What are mouthing and mock biting?
I’m trying to understand what mouthing and mock biting mean. Here is the context — it describes a monkey reconciliation behavior:
After a fight, stump-tailed macaques have ritualized reconciliation behaviors: the subordinate presents his rump to the dominant individual that acknowledges the gesture. The dominant male may embrace and kiss the subordinate, which will respond with “teeth chattering” and “lip smacking,” both signs of submission. Finally, the subordinate offers a hand to the dominant individual who will softly mouth or “mock bite” the hand. After this interaction, the bond is purportedly restored and the dominance hierarchy is reinforced (de Waal 1993; Srivastava 1999).

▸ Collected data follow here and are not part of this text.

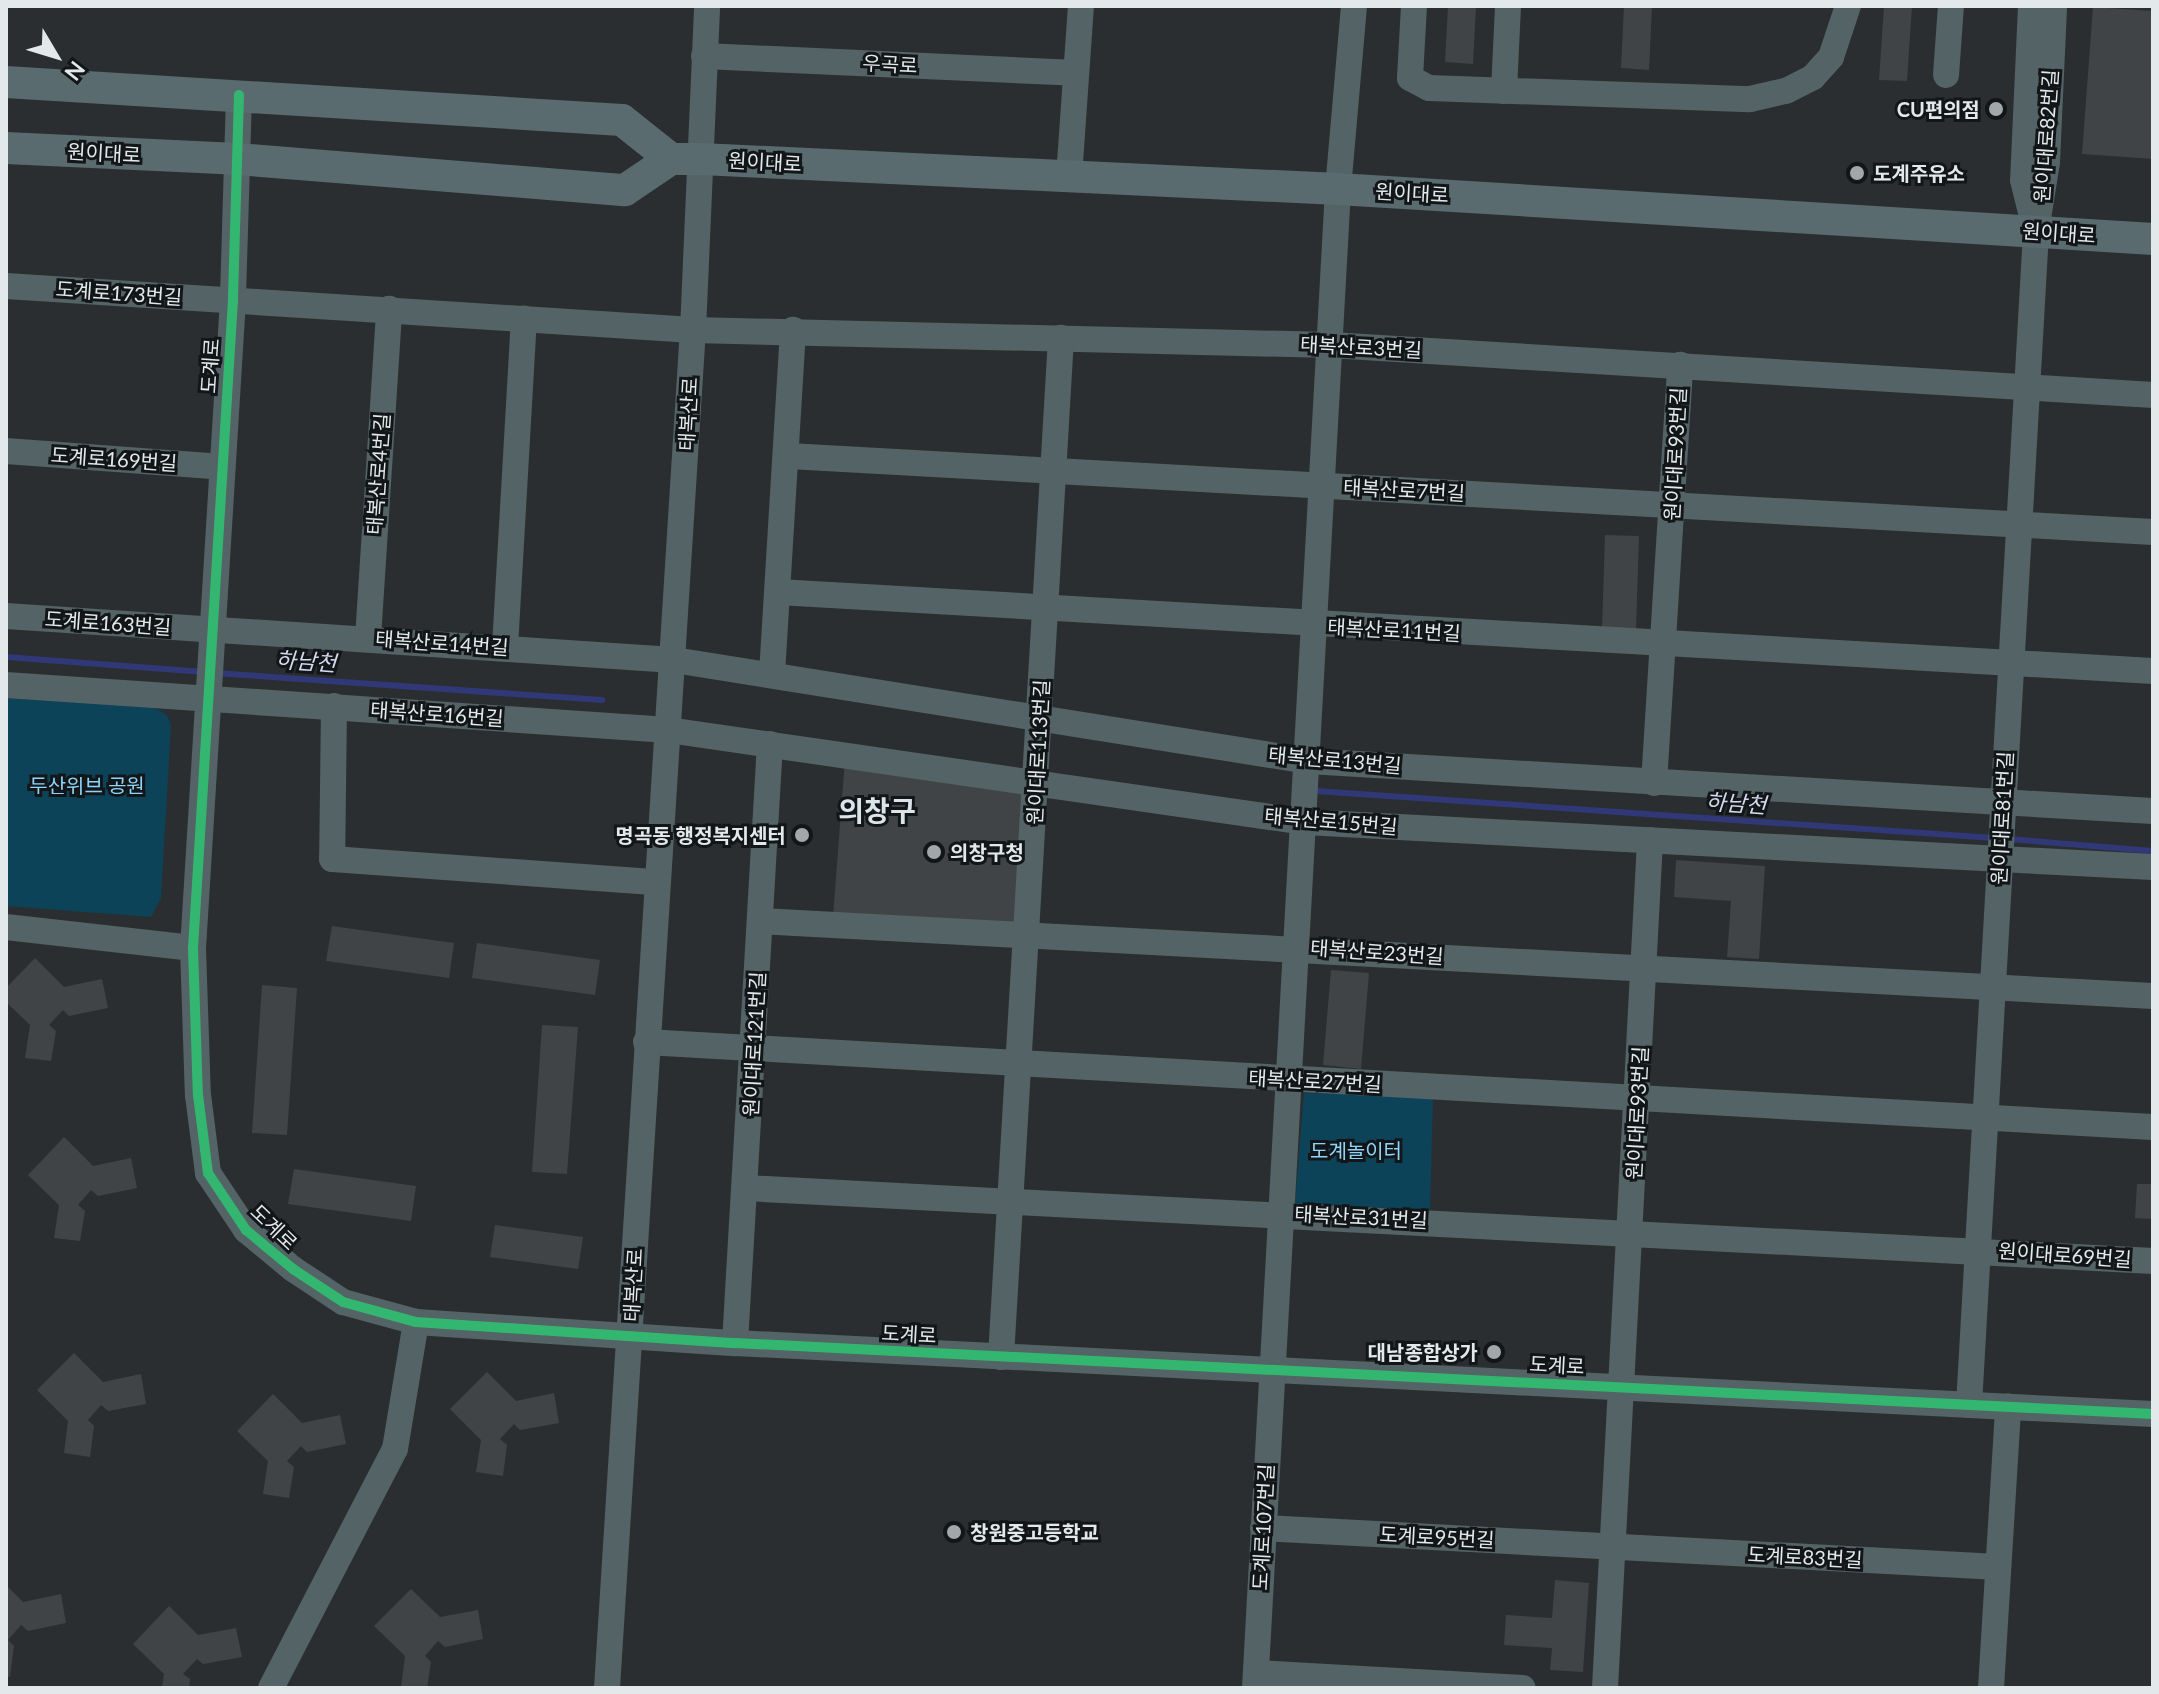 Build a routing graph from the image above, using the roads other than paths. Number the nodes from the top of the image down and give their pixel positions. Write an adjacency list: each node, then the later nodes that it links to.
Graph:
1 (707, 6): 10 (street)
2 (1081, 6): 11 (street)
3 (1354, 6): 20 (street, 도계로107번길)
4 (1414, 6): 14 (street)
5 (1508, 6): 14 (street)
6 (1848, 6): 14 (street)
7 (1951, 6): 12 (street)
8 (2031, 6): 21 (street, 원이대로82번길)
9 (2054, 6): 21 (street, 원이대로82번길)
10 (704, 56): 11 (street, 우곡로); 18 (street)
11 (1076, 73): 19 (street)
12 (1946, 75)
13 (6, 82): 15 (main road)
14 (1504, 91)
15 (239, 95): 17 (street, 도계로); 18 (main road)
16 (6, 148): 17 (main road, 원이대로)
17 (237, 159): 18 (main road, 원이대로); 24 (street, 도계로)
18 (686, 159): 19 (main road, 원이대로); 27 (street, 태복산로)
19 (1069, 177): 20 (main road, 원이대로)
20 (1338, 189): 21 (main road, 원이대로); 30 (street, 도계로107번길)
21 (2036, 231): 22 (main road, 원이대로); 32 (street, 원이대로81번길)
22 (2153, 239)
23 (6, 286): 24 (street, 도계로173번길)
24 (233, 300): 25 (street); 36 (street, 도계로)
25 (389, 309): 26 (street); 47 (street, 태복산로4번길)
26 (524, 319): 27 (street); 49 (street)
27 (693, 330): 28 (street, 태복산로3번길); 51 (street, 태복산로)
28 (793, 330): 29 (street, 태복산로3번길); 35 (street)
29 (1061, 338): 30 (street, 태복산로3번길); 37 (street, 원이대로113번길)
30 (1331, 345): 31 (street, 태복산로3번길); 38 (street, 도계로107번길)
31 (1680, 365): 32 (street, 태복산로3번길); 39 (street, 원이대로93번길)
32 (2027, 389): 33 (street, 태복산로3번길); 40 (street, 원이대로81번길)
33 (2153, 395)
34 (6, 451): 36 (street, 도계로169번길)
35 (789, 456): 37 (street, 태복산로7번길); 42 (street)
36 (222, 467): 46 (street, 도계로)
37 (1053, 472): 38 (street, 태복산로7번길); 43 (street, 원이대로113번길)
38 (1325, 486): 39 (street, 태복산로7번길); 45 (street, 도계로107번길)
39 (1672, 505): 40 (street, 태복산로7번길); 48 (street, 원이대로93번길)
40 (2019, 524): 41 (street); 50 (street, 원이대로81번길)
41 (2153, 532)
42 (778, 592): 43 (street, 태복산로11번길); 53 (street)
43 (1045, 611): 45 (street, 태복산로11번길); 57 (street, 원이대로113번길)
44 (6, 616): 46 (street, 도계로163번길)
45 (1316, 626): 48 (street, 태복산로11번길); 60 (street, 도계로107번길)
46 (210, 634): 47 (street, 태복산로14번길); 55 (street, 도계로)
47 (368, 638): 49 (street, 태복산로14번길)
48 (1663, 644): 50 (street, 태복산로11번길); 62 (street, 원이대로93번길)
49 (505, 647): 51 (street, 태복산로14번길)
50 (2011, 663): 52 (street); 63 (street, 원이대로81번길)
51 (673, 664): 53 (street, 태복산로13번길); 58 (street, 태복산로)
52 (2153, 671)
53 (772, 674): 57 (street, 태복산로13번길)
54 (6, 685): 55 (street, 태복산로16번길)
55 (207, 692): 56 (street, 태복산로16번길); 74 (street, 도계로)
56 (334, 706): 58 (street, 태복산로16번길); 69 (street)
57 (1039, 719): 60 (street, 태복산로13번길); 61 (street, 원이대로113번길)
58 (668, 726): 59 (street, 태복산로15번길); 69 (street, 태복산로)
59 (770, 744): 61 (street, 태복산로15번길); 70 (street, 원이대로121번길)
60 (1308, 761): 62 (street, 태복산로13번길); 65 (street, 도계로107번길)
61 (1036, 783): 65 (street, 태복산로15번길); 72 (street, 원이대로113번길)
62 (1654, 783): 63 (street, 태복산로13번길)
63 (2003, 811): 64 (street, 태복산로13번길); 67 (street, 원이대로81번길)
64 (2153, 811)
65 (1305, 822): 66 (street, 태복산로15번길); 73 (street, 도계로107번길)
66 (1650, 840): 67 (street, 태복산로15번길); 75 (street, 원이대로93번길)
67 (2000, 856): 68 (street, 태복산로15번길); 76 (street, 원이대로81번길)
68 (2153, 867)
69 (656, 882): 78 (street, 태복산로)
70 (760, 921): 72 (street, 태복산로23번길); 79 (street, 원이대로121번길)
71 (6, 927): 74 (street)
72 (1028, 934): 73 (street, 태복산로23번길); 80 (street, 원이대로113번길)
73 (1298, 947): 75 (street, 태복산로23번길); 81 (street, 도계로107번길)
74 (193, 948): 91 (street, 도계로)
75 (1645, 969): 76 (street, 태복산로23번길); 82 (street, 원이대로93번길)
76 (1993, 988): 77 (street); 83 (street, 원이대로81번길)
77 (2153, 996)
78 (646, 1042): 79 (street, 태복산로27번길); 92 (street, 태복산로)
79 (754, 1050): 80 (street, 태복산로27번길); 85 (street, 원이대로121번길)
80 (1020, 1064): 81 (street, 태복산로27번길); 86 (street, 원이대로113번길)
81 (1290, 1079): 82 (street, 태복산로27번길); 87 (street, 도계로107번길)
82 (1638, 1099): 83 (street, 태복산로27번길); 88 (street, 원이대로93번길)
83 (1985, 1117): 84 (street); 89 (street, 원이대로81번길)
84 (2153, 1127)
85 (745, 1188): 86 (street, 태복산로31번길); 93 (street, 원이대로121번길)
86 (1012, 1200): 87 (street, 태복산로31번길); 94 (street, 원이대로113번길)
87 (1281, 1213): 88 (street, 태복산로31번길); 95 (street, 도계로107번길)
88 (1630, 1231): 89 (street, 태복산로31번길); 96 (street, 원이대로93번길)
89 (1977, 1249): 90 (street, 원이대로69번길); 97 (street, 원이대로81번길)
90 (2153, 1261)
91 (416, 1322): 92 (street, 도계로); 104 (street)
92 (630, 1336): 93 (street, 도계로); 105 (street, 태복산로)
93 (735, 1343): 94 (street, 도계로)
94 (1001, 1357): 95 (street, 도계로)
95 (1272, 1366): 96 (street, 도계로); 100 (street, 도계로107번길)
96 (1620, 1387): 97 (street, 도계로); 101 (street)
97 (1969, 1405): 98 (street, 도계로)
98 (2008, 1407): 99 (street, 도계로); 102 (street)
99 (2153, 1414)
100 (1263, 1528): 101 (street, 도계로95번길); 103 (street, 도계로107번길)
101 (1612, 1546): 102 (street, 도계로83번길); 107 (street)
102 (1998, 1567): 108 (street)
103 (1256, 1680): 106 (street)
104 (271, 1688)
105 (607, 1688)
106 (1523, 1688)
107 (1605, 1688)
108 (1991, 1688)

Source: Primate Fact Sheet on the Stump-tailed macaque (Macaca arctoides) at http://pin.primate.wisc.edu/factsheets/entry/stump-tailed_macaque/behav
Since the question has been downvoted and put on hold, maybe because it sounds too obvious to native English speakers, it might be useful to add that:
- I did not find anything about these expressions.
- When translated word-by-word into French, neither expression makes any sense.*
I therefore surmise that since a direct calque into French makes no sense for these terms, they must have some special non-literal/idiomatic meaning that is greater than the sum of their individual words.
The closest I can find in French for mock bite seems to be mordiller, meaning a serie of gentle bites. I could make out the sense, though I have never seen any simians (like a chimpanzee ape or a macaque monkey) doing that.
To mouth seems to mean in this context “to put one’s hand in one’s mouth” but I doubt that applies here in the case because a macaque’s hand is quite big.
* As an aside, if anyone happens to know a good French equivalent for these terms, whatever they really mean in English, I'd be very interested to learn these. But I can’t translate these into French until I learn what they actually mean in English.